Copy each line of the records below that mentions the word "wherever".

::: Data for this exercise :::

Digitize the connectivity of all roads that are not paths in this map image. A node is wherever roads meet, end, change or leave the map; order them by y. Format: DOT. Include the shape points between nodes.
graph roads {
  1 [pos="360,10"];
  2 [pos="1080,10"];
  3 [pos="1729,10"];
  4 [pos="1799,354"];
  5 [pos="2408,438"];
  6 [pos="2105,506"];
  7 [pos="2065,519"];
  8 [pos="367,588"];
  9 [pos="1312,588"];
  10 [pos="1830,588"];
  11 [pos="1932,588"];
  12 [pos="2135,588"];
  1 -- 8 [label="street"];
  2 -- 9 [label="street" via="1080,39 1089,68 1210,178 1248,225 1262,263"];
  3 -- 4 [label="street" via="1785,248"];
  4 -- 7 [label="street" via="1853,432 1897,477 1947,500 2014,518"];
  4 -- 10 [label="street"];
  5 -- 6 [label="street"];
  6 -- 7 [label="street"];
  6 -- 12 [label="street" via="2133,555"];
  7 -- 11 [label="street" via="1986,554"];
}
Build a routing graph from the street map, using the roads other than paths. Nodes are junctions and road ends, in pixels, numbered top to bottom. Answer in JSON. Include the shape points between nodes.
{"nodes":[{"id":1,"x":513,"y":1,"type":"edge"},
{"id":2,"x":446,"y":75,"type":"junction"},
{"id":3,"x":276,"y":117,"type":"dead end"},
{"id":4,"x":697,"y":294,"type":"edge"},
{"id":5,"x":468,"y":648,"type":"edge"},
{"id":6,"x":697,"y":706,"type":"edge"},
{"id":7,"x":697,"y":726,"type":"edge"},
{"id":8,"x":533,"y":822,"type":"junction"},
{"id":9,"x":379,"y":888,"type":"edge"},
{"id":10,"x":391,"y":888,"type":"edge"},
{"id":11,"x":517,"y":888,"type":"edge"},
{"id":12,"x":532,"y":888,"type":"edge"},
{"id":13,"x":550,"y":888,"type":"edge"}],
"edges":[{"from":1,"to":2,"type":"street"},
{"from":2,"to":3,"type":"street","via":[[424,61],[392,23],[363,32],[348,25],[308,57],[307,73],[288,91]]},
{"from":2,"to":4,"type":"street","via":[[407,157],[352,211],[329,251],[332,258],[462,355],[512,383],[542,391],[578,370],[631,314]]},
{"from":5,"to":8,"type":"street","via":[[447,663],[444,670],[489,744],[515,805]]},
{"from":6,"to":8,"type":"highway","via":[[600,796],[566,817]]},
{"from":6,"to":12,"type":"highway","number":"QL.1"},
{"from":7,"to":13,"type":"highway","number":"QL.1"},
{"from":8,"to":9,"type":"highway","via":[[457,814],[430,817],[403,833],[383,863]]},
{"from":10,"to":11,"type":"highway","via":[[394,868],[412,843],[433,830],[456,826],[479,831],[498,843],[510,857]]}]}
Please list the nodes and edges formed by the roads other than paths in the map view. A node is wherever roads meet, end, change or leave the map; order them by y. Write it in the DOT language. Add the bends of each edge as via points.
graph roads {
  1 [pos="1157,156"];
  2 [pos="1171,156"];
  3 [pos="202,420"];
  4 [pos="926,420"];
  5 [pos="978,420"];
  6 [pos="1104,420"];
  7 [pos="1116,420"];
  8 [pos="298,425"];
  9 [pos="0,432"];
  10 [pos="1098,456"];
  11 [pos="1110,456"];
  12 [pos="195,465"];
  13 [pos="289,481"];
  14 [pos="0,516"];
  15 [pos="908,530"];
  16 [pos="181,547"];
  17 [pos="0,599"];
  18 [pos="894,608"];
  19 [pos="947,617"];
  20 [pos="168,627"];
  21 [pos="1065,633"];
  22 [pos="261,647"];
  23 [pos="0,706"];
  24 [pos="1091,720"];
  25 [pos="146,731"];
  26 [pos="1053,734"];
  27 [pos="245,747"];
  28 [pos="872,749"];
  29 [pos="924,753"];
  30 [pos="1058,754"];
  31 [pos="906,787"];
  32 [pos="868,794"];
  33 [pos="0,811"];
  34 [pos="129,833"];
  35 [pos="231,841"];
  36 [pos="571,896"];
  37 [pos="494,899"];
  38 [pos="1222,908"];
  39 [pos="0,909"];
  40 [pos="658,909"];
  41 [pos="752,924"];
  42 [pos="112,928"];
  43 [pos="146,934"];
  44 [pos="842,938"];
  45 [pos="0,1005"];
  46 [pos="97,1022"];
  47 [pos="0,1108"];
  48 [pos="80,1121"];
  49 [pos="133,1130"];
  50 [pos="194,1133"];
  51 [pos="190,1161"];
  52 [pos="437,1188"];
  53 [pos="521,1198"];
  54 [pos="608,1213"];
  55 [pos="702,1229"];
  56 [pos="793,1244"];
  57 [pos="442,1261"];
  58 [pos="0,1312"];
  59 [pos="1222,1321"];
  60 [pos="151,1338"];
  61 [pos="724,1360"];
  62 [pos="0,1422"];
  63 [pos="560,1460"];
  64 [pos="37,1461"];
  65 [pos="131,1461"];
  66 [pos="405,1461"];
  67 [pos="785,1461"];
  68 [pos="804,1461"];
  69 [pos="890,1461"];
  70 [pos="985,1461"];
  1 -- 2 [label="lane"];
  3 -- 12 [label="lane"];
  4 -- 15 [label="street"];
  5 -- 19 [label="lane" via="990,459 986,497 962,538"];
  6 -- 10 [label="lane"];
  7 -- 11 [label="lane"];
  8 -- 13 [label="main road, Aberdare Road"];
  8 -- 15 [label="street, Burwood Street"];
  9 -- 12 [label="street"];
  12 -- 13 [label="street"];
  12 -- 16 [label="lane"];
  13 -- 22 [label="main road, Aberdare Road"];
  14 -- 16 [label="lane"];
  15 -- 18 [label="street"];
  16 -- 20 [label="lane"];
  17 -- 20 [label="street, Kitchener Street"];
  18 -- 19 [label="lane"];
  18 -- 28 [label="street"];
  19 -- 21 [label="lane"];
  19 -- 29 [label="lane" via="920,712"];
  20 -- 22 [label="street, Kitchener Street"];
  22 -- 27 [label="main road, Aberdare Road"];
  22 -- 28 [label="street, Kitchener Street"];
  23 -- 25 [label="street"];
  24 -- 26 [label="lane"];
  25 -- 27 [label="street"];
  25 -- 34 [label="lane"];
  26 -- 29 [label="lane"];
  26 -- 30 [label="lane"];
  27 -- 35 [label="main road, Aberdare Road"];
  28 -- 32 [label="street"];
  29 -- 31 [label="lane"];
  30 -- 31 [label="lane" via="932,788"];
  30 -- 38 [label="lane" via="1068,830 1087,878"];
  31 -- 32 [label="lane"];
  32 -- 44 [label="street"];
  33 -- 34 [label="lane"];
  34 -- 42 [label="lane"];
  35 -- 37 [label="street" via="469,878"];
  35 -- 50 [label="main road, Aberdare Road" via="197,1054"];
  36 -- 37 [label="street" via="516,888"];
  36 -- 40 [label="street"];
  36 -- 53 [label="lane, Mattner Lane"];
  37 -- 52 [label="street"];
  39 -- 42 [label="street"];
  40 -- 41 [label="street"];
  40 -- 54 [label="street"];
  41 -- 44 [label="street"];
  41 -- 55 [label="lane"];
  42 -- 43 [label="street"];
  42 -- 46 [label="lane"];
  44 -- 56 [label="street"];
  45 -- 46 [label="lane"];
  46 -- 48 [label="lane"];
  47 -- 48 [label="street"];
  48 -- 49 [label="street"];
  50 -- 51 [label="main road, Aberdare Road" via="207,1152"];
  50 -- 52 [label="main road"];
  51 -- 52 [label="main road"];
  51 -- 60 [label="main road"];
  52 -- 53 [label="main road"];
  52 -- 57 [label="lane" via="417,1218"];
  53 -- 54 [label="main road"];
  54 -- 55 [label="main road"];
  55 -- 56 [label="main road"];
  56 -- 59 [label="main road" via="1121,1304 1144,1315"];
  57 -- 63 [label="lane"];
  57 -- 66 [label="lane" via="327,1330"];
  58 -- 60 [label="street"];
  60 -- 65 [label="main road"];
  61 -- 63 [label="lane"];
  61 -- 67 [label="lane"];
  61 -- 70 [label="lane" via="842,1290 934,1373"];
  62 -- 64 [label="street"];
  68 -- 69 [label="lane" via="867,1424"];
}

:::

> **Task result**
Digitize the connectivity of all roads that are not paths in this map image. A node is wherever roads meet, end, change or leave the map; order them by y. Format: DOT. Include the shape points between nodes.
Please list the nodes and edges formed by the roads other than paths in the map view. A node is wherever roads meet, end, change or leave the map; order them by y. Write it in the DOT language. Add the bends of each edge as via points.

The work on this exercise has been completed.